Task objective — Among these records, which lines include "Wendessener"? Copy them out.

Provided information —
────────────────

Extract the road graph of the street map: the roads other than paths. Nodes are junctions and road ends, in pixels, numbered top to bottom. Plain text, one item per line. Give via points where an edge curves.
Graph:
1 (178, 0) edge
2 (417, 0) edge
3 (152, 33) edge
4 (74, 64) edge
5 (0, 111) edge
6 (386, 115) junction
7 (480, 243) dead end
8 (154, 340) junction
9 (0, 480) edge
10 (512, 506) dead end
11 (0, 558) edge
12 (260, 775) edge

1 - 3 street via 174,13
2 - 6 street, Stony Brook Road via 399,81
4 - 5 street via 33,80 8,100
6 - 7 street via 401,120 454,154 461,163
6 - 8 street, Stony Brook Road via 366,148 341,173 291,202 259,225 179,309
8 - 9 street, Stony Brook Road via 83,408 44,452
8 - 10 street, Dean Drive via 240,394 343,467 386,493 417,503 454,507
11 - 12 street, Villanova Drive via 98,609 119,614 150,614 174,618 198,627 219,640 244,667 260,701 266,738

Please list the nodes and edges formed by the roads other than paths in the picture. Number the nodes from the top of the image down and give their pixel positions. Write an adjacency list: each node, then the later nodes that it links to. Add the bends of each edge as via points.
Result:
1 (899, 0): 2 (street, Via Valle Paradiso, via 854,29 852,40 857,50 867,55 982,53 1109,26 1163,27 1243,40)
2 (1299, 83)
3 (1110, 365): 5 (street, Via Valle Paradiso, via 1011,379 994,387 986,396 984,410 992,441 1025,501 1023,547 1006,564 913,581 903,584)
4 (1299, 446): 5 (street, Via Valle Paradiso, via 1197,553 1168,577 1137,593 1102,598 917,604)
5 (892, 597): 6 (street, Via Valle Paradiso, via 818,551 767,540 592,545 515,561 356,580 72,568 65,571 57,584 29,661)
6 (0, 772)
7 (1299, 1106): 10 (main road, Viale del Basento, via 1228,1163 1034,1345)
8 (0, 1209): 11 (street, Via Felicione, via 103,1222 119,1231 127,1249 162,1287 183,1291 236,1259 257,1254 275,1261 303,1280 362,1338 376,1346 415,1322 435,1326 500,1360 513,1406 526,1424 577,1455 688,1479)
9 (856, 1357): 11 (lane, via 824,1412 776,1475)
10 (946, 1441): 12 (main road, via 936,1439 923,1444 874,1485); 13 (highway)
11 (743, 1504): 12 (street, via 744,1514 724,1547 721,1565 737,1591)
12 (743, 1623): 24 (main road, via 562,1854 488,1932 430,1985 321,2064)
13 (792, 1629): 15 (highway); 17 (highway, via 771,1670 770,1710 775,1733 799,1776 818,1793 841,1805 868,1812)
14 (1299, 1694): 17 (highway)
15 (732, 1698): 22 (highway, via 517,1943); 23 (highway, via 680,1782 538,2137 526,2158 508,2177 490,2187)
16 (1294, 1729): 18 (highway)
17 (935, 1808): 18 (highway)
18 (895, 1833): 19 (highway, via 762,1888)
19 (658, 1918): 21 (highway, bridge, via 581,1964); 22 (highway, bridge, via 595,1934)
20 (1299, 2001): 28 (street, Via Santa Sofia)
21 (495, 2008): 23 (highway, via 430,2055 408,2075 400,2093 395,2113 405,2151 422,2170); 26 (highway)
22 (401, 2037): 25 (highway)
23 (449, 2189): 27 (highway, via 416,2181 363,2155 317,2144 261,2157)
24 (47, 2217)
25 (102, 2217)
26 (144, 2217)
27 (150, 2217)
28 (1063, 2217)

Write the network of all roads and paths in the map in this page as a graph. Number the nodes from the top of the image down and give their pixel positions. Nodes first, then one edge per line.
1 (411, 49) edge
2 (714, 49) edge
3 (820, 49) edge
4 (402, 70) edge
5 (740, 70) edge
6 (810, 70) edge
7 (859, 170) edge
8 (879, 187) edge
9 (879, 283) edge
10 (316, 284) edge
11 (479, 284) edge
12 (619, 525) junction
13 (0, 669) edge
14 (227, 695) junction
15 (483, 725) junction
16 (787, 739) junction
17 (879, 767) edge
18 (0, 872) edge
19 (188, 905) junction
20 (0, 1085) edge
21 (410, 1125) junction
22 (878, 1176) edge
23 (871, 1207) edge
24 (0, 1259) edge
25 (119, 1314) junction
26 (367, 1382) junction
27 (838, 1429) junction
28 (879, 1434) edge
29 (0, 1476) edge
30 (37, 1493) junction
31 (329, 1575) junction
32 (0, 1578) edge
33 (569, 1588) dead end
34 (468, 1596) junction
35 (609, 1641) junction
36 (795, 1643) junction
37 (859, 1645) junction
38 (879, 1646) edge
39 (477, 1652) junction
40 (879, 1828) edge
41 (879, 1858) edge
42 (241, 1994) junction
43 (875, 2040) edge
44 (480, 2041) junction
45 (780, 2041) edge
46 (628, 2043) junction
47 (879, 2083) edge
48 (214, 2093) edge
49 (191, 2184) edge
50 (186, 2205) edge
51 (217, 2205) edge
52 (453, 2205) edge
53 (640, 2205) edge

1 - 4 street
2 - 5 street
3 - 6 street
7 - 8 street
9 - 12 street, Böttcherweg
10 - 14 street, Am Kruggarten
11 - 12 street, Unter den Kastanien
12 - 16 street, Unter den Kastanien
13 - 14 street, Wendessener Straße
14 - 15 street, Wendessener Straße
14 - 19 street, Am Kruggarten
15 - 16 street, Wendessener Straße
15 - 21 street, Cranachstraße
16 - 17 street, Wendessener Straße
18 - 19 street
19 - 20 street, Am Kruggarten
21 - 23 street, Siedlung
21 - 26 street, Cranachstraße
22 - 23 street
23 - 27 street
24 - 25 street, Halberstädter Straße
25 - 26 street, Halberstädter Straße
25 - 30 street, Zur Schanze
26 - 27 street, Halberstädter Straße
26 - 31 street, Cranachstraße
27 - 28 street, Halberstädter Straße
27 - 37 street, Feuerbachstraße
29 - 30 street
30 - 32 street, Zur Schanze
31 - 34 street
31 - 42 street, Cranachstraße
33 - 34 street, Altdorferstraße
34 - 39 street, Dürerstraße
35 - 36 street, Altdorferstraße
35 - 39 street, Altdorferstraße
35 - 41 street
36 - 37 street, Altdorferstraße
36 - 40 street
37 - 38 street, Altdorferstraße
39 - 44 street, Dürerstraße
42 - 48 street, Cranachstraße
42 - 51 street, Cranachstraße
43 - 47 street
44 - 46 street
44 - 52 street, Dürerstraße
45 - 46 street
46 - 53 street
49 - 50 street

────────────────

The answer —
13 - 14 street, Wendessener Straße
14 - 15 street, Wendessener Straße
15 - 16 street, Wendessener Straße
16 - 17 street, Wendessener Straße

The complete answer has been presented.